1.2.1 试验材料的处理 0.1 g/kg的乙烯利和0.12 mmol/L的甘露糖水溶液在不伤害香蕉果实的前提下对香蕉果实分别具有最佳的催熟和保鲜作用；0.08 mmol/L的NAG水溶液在不伤害香蕉果实的前提下对香蕉果实具有最佳的保鲜作用；AgroFresh公司的1-MCP预装包对香蕉果实具有良好的保鲜效果。首先，对挑选出来的香蕉果实进行快速的表面消毒和清洗，等表面水渍风干后将其分成5组：1个对照（CK）组，4个处理（乙烯利、甘露糖、NAG和1-MCP）组；然后将上述浓度的药品溶液均匀地涂抹在香蕉果实的表面，待其表面水渍风干后装入密闭的保鲜袋，置于培养箱中（温度25 ℃、湿度85%、光照12 h）保存；从处理时开始计算，每隔1 d（第0，2，4，6，8……天）取一次样品，直至香蕉果实腐烂；对取得的样品按果皮、果肉进行分开收集，贮于-80 ℃待用。

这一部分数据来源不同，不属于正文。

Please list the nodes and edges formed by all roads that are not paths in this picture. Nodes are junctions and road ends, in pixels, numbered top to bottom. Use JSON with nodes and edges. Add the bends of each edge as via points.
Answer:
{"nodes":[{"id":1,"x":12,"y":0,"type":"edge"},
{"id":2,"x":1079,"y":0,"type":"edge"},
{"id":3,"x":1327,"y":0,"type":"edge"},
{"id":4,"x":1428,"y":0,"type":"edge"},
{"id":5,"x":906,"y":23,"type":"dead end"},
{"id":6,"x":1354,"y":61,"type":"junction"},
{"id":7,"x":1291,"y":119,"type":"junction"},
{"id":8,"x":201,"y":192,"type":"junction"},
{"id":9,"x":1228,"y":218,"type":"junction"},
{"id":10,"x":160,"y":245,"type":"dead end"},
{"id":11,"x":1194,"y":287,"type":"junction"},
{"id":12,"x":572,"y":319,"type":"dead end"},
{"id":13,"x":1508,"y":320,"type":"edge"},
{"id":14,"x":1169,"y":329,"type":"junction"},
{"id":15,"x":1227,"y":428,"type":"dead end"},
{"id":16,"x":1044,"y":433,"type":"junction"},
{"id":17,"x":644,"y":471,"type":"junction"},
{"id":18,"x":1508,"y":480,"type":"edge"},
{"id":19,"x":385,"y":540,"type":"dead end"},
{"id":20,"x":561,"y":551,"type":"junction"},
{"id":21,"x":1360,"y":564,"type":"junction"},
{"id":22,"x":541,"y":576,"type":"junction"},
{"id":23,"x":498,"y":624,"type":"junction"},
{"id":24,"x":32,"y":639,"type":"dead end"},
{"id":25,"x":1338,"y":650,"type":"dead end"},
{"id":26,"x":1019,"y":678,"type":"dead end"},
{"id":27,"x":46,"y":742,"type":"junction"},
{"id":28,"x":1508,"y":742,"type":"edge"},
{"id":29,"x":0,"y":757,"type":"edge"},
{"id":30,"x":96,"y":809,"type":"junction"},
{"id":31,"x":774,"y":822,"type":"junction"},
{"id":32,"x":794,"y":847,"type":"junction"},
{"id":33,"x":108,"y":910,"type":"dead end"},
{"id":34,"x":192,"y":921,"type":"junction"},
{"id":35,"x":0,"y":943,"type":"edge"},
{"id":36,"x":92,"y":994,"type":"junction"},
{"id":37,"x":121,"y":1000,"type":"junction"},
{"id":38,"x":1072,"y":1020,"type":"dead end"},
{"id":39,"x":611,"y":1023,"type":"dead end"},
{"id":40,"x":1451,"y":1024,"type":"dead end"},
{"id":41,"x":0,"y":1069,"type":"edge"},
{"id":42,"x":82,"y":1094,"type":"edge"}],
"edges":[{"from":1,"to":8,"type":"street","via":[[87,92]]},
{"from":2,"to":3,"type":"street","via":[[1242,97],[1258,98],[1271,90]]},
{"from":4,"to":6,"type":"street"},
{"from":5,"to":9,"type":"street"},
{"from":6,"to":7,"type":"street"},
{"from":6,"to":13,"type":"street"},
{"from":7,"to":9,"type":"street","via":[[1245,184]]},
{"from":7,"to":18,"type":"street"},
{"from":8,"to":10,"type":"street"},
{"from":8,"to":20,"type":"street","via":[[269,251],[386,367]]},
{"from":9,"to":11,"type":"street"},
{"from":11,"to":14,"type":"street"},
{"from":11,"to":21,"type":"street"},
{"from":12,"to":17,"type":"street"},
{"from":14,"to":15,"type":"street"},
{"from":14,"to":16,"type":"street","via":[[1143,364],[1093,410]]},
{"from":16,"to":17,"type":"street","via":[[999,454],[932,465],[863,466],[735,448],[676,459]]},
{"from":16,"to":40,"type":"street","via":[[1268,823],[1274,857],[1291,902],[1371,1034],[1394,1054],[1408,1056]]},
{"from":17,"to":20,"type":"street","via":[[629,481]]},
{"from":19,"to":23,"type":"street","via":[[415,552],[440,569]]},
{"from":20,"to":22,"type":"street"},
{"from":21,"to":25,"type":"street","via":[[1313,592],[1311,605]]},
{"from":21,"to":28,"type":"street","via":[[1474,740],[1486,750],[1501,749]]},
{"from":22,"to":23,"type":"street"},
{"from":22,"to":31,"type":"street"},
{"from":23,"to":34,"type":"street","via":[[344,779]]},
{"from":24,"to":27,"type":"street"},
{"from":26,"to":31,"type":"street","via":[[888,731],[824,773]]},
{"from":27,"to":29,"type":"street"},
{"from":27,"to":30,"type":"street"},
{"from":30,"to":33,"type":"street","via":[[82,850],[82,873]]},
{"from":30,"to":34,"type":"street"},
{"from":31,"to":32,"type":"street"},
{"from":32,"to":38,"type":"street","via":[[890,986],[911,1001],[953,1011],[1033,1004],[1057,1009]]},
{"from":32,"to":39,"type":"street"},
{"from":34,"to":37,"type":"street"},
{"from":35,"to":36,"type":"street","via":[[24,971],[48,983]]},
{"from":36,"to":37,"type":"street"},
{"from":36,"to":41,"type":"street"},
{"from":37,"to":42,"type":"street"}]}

1.2.2 总RNA的提取和反转录 本试验采用改良CTAB法提取处理组和对照组香蕉果肉和果皮的总RNA。通过琼脂糖凝胶电泳检测总RNA的完整性，利用紫外分光光度計检测其纯度。参照试剂盒说明书，采用Fermentas公司RevertAidTM Premium Reverse Transcriptase反转录试剂盒对消化过DNA的总RNA进行cDNA第一链的合成，以香蕉Actin基因为参照（引物见表1），通过PCR方法检测反转录效果。

1.2.3 HXKs基因在香蕉果实自然后熟过程中和不同处理下的表达分析 通过在The Banana Genome Hub（http：//banana-genome.cirad.fr/）上进行在线BLAST分析，获得了香蕉HXKs基因；利用Primer Premier 5.0软件设计这些基因的PCR引物，采用对PCR产物测序的方法验证引物是否有效；以反转录好的cDNA为模板，Actin基因为内参，参照试剂盒说明书，利用Life公司SYBRR Select Master Mix qRT-PCR试剂盒检测HXKs基因在自然后熟过程中和不同处理条件下香蕉果肉和果皮中的表达情况。采用2-△△Ct（Cycle threshold，Ct）法计算处理组与对照组的表达差异[24]，计算公式为：目的基因相对表达量为2-△△Ct；△△Ct=△Ct（CK组）-△Ct（处理组）；△Ct=Ct（目的基因）-Ct（内参基因）。

1.2.4 HXK酶活力测定 参照试剂盒说明书，采用苏州科铭生物技术公司生产的己糖激酶试剂盒对香蕉果实的己糖激酶进行提取和酶活力检测。每隔1 d（第0，2，4，6，8……天）检测一次酶活力，直至香蕉果实腐烂。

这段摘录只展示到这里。